- _WHAT IS BEING ASKED_
The result should be every line that contains the word "Lilian", taken from the material.

- _SUPPLIED DATA_
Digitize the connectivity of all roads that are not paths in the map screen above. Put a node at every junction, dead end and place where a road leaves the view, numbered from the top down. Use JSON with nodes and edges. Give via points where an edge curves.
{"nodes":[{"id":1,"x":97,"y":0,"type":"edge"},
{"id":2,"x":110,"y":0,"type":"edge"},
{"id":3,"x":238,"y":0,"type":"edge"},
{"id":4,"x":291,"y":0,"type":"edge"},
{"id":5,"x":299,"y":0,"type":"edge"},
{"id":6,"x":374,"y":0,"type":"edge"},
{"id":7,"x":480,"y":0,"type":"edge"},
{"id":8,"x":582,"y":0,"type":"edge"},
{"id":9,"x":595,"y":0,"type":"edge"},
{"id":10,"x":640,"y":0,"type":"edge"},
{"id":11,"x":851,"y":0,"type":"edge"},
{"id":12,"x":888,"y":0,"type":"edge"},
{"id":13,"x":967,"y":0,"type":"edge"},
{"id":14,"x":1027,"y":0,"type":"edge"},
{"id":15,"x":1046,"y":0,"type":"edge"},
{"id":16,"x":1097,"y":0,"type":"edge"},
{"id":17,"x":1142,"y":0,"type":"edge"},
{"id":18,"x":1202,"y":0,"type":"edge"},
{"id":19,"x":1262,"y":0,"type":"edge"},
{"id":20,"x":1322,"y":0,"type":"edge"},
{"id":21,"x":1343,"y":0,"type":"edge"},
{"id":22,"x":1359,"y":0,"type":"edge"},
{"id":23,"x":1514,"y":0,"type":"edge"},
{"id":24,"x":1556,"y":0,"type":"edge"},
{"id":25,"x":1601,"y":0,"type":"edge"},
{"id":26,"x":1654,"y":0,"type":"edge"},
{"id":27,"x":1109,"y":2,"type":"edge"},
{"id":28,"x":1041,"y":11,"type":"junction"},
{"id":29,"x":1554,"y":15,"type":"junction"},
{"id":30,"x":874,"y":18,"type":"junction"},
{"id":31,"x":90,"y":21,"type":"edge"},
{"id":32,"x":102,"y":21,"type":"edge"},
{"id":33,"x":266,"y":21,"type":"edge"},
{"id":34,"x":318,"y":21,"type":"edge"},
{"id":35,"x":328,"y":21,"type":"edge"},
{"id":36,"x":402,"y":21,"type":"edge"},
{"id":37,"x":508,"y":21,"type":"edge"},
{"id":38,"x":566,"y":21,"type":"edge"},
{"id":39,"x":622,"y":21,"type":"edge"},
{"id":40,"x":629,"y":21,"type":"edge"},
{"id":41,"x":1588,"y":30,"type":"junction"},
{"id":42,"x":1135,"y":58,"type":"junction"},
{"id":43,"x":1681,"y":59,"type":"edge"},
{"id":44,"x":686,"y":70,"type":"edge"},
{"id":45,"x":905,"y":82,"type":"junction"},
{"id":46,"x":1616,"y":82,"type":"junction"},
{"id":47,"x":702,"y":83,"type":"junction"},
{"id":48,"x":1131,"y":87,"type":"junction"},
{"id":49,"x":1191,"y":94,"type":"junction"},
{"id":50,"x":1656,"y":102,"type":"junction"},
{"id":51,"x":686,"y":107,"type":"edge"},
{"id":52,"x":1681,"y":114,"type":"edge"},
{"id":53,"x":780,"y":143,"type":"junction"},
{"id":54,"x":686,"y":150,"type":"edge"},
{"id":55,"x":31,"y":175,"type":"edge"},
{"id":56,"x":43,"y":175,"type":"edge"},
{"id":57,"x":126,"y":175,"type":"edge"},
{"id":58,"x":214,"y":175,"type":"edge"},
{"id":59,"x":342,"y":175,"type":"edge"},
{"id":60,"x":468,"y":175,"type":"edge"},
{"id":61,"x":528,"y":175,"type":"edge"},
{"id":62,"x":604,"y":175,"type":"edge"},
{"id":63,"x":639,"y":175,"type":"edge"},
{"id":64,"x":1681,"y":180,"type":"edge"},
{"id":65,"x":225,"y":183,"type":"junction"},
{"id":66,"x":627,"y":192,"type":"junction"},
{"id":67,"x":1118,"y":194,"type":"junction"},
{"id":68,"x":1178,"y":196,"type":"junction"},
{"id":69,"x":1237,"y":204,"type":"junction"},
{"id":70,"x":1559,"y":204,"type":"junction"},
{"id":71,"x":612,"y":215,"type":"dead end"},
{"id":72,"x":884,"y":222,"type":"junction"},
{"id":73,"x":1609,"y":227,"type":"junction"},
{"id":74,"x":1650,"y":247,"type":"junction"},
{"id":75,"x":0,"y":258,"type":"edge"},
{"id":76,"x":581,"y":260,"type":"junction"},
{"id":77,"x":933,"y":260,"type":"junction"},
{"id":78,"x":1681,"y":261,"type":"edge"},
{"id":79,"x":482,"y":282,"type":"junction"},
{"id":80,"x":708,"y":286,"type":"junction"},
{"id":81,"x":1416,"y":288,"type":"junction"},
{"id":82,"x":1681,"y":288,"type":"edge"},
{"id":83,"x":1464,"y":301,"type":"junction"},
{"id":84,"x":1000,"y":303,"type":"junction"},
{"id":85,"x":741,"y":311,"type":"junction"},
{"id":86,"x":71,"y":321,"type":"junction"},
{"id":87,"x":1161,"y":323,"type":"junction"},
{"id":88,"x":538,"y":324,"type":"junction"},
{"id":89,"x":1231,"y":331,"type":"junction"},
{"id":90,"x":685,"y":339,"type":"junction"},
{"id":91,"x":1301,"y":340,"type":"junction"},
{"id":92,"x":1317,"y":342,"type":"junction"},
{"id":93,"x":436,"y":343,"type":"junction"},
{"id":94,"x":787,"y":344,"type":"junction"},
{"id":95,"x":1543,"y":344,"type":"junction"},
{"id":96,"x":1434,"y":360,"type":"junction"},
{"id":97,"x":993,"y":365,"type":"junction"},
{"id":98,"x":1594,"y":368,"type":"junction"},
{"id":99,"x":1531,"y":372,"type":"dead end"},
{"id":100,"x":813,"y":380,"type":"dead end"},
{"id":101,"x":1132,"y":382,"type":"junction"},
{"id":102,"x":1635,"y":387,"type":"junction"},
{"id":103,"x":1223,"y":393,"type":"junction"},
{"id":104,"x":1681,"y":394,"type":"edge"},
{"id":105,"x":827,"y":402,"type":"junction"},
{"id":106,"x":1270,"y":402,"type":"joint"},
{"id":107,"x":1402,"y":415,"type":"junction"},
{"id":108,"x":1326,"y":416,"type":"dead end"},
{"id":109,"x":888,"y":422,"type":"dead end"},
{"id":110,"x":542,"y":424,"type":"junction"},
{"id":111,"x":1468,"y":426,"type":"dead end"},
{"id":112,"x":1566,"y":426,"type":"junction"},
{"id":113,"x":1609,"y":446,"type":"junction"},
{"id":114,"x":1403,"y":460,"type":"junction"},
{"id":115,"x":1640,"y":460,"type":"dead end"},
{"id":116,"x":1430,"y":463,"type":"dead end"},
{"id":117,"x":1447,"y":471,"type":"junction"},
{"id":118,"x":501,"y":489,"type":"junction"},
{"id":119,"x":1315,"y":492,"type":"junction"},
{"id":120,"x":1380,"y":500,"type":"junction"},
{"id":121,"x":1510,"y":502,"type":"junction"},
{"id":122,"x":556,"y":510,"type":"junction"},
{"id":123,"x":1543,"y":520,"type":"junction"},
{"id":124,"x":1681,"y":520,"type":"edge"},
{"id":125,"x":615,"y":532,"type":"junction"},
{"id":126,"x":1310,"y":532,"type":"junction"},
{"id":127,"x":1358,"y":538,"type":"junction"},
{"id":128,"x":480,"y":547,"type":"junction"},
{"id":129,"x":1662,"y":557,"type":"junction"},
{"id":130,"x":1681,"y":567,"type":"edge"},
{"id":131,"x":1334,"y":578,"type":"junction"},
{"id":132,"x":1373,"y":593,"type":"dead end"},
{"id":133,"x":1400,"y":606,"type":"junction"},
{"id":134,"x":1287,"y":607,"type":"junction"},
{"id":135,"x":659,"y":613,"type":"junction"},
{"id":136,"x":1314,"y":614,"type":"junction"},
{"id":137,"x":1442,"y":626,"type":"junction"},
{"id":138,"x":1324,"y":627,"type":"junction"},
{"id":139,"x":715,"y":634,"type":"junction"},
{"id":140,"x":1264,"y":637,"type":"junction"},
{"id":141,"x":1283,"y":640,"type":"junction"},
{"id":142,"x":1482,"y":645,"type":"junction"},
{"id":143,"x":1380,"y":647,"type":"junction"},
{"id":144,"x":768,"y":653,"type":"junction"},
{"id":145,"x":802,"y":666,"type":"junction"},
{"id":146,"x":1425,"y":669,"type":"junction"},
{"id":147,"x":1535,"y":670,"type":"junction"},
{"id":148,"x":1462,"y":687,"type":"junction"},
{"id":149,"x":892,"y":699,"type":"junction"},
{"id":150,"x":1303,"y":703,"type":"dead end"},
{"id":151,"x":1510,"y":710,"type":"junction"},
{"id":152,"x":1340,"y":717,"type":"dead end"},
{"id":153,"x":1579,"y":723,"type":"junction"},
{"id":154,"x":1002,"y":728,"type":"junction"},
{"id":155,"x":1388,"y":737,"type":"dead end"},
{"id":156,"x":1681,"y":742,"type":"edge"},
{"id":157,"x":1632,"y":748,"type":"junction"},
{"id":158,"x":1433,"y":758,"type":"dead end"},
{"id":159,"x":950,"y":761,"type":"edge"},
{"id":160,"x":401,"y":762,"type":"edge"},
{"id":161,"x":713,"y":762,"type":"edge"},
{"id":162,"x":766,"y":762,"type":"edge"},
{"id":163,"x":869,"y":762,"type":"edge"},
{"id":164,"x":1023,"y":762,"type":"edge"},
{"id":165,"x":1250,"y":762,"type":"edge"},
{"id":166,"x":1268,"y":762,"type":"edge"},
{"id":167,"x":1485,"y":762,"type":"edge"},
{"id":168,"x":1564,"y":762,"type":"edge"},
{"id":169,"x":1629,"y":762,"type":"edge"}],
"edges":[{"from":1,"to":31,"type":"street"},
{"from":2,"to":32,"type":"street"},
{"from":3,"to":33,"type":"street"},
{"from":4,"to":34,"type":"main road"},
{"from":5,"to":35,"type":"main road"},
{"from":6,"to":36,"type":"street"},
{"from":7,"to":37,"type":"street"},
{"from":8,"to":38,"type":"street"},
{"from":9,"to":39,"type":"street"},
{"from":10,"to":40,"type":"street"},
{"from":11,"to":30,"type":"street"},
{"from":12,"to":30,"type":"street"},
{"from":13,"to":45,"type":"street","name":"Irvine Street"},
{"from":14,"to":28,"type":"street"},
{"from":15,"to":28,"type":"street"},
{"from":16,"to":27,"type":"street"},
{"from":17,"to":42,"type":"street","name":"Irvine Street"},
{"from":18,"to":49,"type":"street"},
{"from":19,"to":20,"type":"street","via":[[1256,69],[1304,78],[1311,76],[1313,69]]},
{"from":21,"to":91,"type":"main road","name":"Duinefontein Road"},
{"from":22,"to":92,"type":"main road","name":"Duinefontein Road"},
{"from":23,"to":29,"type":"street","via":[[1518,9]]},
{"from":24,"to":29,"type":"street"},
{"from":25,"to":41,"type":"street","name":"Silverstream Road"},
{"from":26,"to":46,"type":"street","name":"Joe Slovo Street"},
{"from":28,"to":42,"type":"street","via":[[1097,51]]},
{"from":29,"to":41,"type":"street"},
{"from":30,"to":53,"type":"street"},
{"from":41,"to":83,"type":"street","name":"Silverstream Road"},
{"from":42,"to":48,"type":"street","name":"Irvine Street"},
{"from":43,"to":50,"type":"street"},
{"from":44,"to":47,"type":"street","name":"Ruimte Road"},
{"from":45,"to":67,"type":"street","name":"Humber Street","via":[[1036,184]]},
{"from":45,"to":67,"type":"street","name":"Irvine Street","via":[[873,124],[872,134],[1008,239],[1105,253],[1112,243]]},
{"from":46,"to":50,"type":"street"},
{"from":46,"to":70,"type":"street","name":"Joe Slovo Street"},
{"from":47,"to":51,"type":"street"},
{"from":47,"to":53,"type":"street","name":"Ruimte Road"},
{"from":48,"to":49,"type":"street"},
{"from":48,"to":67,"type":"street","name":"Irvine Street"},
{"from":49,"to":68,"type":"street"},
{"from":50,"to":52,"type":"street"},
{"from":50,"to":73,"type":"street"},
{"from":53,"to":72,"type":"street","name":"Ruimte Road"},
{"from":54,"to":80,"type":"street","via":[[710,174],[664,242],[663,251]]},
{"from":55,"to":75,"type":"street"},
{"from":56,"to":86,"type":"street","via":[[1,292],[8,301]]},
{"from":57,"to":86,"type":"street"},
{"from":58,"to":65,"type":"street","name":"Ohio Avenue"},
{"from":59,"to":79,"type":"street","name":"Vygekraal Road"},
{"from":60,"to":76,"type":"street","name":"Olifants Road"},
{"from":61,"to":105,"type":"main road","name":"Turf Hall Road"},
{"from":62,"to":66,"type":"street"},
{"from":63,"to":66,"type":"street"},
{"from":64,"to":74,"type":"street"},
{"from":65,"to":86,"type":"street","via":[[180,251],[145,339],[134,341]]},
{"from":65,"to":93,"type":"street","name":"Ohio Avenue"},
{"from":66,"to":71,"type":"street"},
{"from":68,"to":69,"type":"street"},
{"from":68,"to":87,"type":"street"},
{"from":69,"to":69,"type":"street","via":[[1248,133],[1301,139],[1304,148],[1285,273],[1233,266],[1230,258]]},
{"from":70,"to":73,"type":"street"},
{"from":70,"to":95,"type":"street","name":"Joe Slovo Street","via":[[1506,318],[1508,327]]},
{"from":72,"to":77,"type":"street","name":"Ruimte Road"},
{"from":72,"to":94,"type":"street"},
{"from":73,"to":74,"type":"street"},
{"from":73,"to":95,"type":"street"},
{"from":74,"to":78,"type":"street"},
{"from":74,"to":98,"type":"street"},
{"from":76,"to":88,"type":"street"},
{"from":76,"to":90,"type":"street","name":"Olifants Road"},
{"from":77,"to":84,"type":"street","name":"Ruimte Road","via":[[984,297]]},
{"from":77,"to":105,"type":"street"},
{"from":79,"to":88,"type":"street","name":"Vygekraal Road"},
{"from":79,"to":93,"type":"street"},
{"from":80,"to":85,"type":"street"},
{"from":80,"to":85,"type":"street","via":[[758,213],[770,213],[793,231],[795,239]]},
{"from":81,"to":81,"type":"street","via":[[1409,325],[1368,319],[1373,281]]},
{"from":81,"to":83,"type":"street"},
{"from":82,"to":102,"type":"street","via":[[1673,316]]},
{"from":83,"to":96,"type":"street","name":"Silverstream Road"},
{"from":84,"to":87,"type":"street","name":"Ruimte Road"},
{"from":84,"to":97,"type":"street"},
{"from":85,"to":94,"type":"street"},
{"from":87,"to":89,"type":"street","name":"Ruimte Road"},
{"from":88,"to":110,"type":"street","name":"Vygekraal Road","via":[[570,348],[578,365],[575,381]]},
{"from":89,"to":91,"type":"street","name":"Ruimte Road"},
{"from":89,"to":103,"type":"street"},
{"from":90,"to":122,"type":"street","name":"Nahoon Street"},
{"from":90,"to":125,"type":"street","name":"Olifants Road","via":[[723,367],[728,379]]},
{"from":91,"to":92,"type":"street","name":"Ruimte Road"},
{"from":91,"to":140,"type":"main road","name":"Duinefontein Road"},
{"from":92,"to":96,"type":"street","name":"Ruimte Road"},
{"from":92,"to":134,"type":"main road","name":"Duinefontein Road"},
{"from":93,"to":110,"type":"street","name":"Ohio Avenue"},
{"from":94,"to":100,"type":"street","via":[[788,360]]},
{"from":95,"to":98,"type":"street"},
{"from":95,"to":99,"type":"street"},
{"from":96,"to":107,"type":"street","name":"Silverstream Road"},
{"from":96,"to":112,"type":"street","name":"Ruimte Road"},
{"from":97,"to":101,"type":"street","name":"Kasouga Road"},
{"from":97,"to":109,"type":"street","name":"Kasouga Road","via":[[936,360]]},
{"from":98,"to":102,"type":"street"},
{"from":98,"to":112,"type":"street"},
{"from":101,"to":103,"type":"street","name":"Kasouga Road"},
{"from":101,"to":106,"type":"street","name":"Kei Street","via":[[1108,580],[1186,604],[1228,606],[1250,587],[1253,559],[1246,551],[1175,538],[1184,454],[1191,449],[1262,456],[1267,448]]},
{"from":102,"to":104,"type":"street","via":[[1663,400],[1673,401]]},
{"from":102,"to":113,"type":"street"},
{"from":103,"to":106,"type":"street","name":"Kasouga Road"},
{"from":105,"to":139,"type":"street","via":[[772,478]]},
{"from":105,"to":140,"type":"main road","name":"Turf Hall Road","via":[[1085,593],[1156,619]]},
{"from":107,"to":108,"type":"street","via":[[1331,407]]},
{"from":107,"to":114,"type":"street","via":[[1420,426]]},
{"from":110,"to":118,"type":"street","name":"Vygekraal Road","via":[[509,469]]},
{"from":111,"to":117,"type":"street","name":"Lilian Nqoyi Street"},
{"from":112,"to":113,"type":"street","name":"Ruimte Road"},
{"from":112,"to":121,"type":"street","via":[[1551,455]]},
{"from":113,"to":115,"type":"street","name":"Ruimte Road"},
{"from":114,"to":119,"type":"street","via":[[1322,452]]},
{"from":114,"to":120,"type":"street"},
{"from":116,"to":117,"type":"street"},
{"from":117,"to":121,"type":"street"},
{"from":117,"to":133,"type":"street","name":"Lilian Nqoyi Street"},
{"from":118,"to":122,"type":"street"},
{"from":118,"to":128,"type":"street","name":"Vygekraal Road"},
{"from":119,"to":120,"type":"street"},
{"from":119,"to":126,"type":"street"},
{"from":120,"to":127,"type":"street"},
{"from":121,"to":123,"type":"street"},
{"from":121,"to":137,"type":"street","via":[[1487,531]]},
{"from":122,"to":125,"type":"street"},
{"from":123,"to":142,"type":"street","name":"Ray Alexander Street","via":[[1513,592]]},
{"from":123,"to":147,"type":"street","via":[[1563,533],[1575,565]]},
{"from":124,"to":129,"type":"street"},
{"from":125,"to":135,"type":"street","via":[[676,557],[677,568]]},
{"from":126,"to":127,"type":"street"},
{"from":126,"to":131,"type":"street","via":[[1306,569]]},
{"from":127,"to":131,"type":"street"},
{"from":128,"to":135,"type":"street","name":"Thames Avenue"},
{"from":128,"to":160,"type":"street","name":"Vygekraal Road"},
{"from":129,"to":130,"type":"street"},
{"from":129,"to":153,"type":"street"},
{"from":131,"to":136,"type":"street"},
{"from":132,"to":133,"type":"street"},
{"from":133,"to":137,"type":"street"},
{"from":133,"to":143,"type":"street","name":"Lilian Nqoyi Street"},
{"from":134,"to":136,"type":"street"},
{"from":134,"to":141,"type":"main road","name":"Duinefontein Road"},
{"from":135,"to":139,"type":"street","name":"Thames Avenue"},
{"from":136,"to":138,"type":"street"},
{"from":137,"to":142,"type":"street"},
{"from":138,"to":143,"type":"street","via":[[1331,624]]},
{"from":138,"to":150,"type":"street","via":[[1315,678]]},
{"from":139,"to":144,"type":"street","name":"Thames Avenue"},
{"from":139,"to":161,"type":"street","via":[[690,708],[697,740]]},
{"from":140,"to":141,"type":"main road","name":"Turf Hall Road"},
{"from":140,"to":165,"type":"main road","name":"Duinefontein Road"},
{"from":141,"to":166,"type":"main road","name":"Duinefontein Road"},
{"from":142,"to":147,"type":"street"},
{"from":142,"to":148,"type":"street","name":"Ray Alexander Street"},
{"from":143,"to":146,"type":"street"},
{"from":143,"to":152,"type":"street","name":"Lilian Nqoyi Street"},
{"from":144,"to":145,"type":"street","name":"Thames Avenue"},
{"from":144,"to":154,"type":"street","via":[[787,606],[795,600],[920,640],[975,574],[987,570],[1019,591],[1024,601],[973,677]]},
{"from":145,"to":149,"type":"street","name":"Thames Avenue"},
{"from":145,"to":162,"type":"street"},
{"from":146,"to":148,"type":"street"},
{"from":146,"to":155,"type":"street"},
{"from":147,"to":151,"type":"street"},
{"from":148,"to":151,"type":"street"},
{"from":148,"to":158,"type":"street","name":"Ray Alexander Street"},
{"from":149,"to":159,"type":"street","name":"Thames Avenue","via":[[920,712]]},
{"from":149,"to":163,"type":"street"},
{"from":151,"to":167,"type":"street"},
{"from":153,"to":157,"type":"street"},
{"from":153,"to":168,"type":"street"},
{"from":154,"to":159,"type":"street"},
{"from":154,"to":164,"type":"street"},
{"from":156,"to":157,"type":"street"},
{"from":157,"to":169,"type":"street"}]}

- _RESPONSE_
{"from":111,"to":117,"type":"street","name":"Lilian Nqoyi Street"},
{"from":117,"to":133,"type":"street","name":"Lilian Nqoyi Street"},
{"from":133,"to":143,"type":"street","name":"Lilian Nqoyi Street"},
{"from":143,"to":152,"type":"street","name":"Lilian Nqoyi Street"},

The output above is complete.